This was first featured in The Point, the editorial board's daily newsletter for insiders. To subscribe, click here.
Dozens of readers accepted our invitation to name the one change that would fix the dreadful experience known as LaGuardia Airport. Here are your top questions, along with answers from the Port Authority aviation team planning the airport's $4 billion overhaul who met with the editorial board Tuesday.
Readers: We need a smoother flow of traffic. You can't read signs while doing 90-degree turns in heavy traffic.
Port Authority: Signage is the subject of two meetings a week. It’s one of our biggest challenges. We are limited because the signs can’t appear too early on the Grand Central Parkway, according to Parks Commission rules. Signage will be critical, especially during construction. When we’re done, we hope that the terminals will be more logically laid out. Even beyond signage, there are millions budgeted for improved traffic management.
Readers: Give us a water taxi, subway and LIRR connections.

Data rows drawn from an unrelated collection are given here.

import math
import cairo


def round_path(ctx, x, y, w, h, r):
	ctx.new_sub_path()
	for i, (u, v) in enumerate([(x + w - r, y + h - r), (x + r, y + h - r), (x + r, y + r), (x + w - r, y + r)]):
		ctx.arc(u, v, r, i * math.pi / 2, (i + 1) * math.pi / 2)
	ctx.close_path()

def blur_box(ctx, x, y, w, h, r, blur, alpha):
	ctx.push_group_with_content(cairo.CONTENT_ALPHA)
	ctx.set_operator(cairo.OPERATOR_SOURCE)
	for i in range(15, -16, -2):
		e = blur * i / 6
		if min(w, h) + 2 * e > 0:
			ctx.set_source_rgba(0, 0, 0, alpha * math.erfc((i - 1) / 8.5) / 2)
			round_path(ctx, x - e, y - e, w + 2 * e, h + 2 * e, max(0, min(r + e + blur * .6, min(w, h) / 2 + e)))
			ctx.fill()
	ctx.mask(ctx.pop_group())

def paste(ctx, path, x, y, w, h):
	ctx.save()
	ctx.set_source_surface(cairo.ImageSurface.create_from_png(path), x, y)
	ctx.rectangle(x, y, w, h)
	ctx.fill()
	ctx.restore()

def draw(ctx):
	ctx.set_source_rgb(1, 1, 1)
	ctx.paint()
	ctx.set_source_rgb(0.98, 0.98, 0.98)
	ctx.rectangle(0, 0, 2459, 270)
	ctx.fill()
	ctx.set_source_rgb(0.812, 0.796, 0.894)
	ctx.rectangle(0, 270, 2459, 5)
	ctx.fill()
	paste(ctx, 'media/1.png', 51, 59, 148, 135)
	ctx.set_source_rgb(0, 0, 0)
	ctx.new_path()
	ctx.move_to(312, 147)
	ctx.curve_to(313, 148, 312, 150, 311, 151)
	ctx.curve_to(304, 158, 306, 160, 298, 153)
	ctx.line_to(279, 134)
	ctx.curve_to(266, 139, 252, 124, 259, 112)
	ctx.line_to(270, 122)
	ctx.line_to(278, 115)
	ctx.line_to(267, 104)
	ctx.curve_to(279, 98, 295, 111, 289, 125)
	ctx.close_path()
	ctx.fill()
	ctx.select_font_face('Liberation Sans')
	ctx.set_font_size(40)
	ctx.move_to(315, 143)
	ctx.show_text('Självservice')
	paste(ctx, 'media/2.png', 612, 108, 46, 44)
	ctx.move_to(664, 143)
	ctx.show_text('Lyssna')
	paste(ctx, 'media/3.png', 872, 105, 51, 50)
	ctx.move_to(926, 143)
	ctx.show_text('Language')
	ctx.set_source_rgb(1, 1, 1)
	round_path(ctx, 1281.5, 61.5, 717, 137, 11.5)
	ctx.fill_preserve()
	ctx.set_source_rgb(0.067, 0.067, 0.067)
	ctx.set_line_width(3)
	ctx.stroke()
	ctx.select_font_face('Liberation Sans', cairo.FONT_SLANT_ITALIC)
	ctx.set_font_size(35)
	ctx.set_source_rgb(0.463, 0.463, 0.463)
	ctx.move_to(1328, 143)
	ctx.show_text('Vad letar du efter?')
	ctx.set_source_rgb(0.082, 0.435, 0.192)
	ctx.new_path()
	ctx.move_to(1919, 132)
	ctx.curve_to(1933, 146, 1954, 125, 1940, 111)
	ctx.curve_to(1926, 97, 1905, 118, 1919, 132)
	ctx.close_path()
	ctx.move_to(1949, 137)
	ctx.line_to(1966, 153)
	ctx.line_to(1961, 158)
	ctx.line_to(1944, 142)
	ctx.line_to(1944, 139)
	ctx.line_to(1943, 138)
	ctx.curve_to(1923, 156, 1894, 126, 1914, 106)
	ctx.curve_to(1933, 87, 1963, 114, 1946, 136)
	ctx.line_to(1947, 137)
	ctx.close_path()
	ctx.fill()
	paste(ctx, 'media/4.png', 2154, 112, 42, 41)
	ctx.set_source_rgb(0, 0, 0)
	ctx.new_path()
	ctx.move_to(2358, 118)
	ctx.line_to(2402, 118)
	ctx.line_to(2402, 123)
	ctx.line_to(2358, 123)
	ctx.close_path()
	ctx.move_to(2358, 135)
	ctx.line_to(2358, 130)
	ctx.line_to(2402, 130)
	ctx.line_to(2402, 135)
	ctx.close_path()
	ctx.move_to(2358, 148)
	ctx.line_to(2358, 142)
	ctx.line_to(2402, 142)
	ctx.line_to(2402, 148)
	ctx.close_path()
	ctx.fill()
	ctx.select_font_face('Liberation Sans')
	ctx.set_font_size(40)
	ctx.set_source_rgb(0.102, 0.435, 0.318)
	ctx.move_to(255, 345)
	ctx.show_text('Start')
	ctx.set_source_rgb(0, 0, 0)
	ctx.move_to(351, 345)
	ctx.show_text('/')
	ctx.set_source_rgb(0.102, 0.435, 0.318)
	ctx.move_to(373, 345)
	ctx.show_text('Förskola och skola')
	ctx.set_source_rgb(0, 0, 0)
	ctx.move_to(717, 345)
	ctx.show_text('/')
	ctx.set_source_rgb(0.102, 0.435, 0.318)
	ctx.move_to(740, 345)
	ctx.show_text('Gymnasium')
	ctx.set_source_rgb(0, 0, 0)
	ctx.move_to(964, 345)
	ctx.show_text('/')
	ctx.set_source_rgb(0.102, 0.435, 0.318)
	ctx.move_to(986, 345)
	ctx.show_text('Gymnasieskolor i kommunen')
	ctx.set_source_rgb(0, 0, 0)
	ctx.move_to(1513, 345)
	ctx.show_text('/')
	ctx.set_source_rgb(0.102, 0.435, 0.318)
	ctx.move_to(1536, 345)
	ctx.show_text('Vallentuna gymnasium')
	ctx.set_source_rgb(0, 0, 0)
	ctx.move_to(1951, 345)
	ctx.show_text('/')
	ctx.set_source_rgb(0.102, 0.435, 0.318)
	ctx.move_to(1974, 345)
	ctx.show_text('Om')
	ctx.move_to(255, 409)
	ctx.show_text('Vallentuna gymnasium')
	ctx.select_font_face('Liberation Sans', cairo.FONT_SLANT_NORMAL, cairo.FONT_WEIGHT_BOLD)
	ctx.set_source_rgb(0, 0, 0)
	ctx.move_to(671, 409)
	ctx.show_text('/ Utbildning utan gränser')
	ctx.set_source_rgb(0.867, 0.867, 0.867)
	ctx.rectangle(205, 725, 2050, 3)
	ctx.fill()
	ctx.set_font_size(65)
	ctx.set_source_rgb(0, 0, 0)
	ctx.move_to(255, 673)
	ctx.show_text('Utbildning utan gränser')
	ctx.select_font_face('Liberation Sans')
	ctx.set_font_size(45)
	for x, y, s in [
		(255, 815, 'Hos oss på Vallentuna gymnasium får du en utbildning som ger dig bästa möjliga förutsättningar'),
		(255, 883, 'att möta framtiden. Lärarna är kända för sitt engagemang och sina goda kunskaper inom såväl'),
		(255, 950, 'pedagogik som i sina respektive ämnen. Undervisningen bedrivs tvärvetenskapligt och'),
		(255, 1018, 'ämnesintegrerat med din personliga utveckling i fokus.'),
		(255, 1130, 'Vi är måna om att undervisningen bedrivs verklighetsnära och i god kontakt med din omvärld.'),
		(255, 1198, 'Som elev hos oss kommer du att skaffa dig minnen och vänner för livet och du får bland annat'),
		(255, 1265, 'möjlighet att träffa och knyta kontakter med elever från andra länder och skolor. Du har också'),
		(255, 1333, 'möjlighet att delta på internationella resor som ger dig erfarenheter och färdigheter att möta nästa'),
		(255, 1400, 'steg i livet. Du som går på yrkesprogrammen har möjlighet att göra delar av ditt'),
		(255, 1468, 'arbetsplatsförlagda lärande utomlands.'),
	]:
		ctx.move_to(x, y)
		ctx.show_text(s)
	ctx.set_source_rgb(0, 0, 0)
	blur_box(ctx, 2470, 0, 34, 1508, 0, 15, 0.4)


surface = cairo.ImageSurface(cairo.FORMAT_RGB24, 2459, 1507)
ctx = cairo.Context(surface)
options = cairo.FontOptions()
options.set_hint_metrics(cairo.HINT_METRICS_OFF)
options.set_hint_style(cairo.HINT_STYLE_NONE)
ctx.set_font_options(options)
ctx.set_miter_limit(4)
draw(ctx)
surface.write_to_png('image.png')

Port Authority: AirTrain service is looking very positive, but it will depend on the cost and potential ridership. We’re studying those now. The AirTrain would stop at the terminals and connect near CitiField to the No. 7 subway line and the LIRR. We’re also looking into a marine terminal for ferry service, but there may be an issue with the wakes. We’re looking at that, as well.
Readers: Drop-off and pick-up is a nightmare! Will there be any effort to ease congestion and facilitate the movement of vehicles?
Port Authority: It’s going to be much better. We’re creating three levels to replace the single level everyone uses now for arrivals and departures. One level will be dedicated to arrivals, and one to departures. The lowest level will serve high-occupancy vehicles like shuttle buses.
Readers: Will you accommodate ride-sharing like Uber?
Port Authority: There’s already a lot near the marine terminal that Uber drivers can use. It opened last summer. The lot has geofencing technology, so only the drivers in the lot are pinged. The new plan will provide for this, too.
Readers: Re-lay out security for more inspection stations and more room to move off the belt and get reorganized. Also better connectivity (moving walkways, a small internal shuttle) between terminals.
Port Authority: Security will double from the current 30,000 square feet in four screening areas to 60,000 square feet in one central area. There will be moving walkways.